Welcome back to an elephant-shrew

In a triumphant return, Academy scientists elevated a subspecies of elephant-shrew known as Rhynchocyon stuhlmanni back to its original full species status. These small mammals are more closely related to elephants, sea cows, and aardvarks than to true shrews. “Understanding the evolutionary relationships among elephant-shrews has proven particularly challenging given they have relatively few differentiating physical traits,” says co-author and mammalogy curator Dr. Jack Dumbacher. “Cutting-edge genetic tools paired with preserved museum specimens has greatly aided in our ability to make modern discoveries.

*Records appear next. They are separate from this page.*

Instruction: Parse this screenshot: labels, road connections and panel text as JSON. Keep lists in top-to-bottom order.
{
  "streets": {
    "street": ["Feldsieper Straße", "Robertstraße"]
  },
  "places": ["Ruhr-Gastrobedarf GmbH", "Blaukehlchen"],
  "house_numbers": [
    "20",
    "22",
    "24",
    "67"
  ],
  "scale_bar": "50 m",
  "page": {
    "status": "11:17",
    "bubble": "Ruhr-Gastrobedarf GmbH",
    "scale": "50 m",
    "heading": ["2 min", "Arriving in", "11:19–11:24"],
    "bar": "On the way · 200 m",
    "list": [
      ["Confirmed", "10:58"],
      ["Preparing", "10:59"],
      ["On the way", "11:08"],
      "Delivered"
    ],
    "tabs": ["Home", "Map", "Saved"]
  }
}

Ants come marching one by (seven)

This year seven new species of ants join the tree of life in their march toward global domination. (Ants rival humans having colonized almost every landmass on Earth.) One new species, collected in Taiwan, was described from the Stigmatomma genus of ‘Dracula ants’ infamous for drinking the blood of their larvae. “Members of this cryptic group are rarely collected,” says postdoctoral researcher Dr. Flavia Esteves. “It’s an exciting new species to describe since it spends the entirety of its life beneath the soil or inside rotten logs.” Entomology curator Dr. Brian Fisher has uncovered numerous Dracula ants in Madagascar, where he opened the nation’s first biodiversity center and has spent two decades researching insect diversity. This year he discovered an additional six species from the island, increasing his impressive career tally to over 1,000 new ant finds.

Ghost sharks revealed

From “Austin’s guitarfish” to the “Long-nosed African spurdog,” many recently described species of sharks sound like cartoon characters from a faraway world. Indeed, several new finds from the ghost shark group are “rarely encountered because they inhabit great depths of over 7,000 feet,” says ichthyology research associate Dr. David Ebert, who tallied ten new species of sharks and rays this year. “However, as commercial fisheries move into deeper waters these species are being discovered and described at a higher rate than ever.”

Shapes of the deep

In a 2011 deepwater exploration of the Philippines’ Verde Island Passage — the “center of the center” of marine biodiversity — a beam trawl drew an octocoral from over 1,000 feet beneath the surface. (Octocorals are distinguished from other corals by the eight tentacles on their polyps.) But it would take close inspection to confirm the denizen of the deep as a new-to-science find. “By using an electron microscope, I was able to pinpoint a distinguishing feature — tiny mineralized structures known as spicules that are common to all octocorals were markedly rectangular in shape,” says octocoral expert and invertebrate zoology curator Dr. Gary Williams, who formally described the species as Grasshoffia profundica (which means deep) this year.

Peaceful wolf spiders

Research associate Dr. Charles Griswold and his team described seven new spiders this year, and two are named in honor of peace. Devendra saama and Devendra amaiti are false wolf spiders that skitter across their only known home in the southern highlands of Sri Lanka. Both names mean peace in the prominent languages of the nation — Sinhalese and Tamil — and were chosen “to express our gratitude that the 26-year civil war has ended and our hope that Sri Lanka continues to live in harmony,” says Griswold.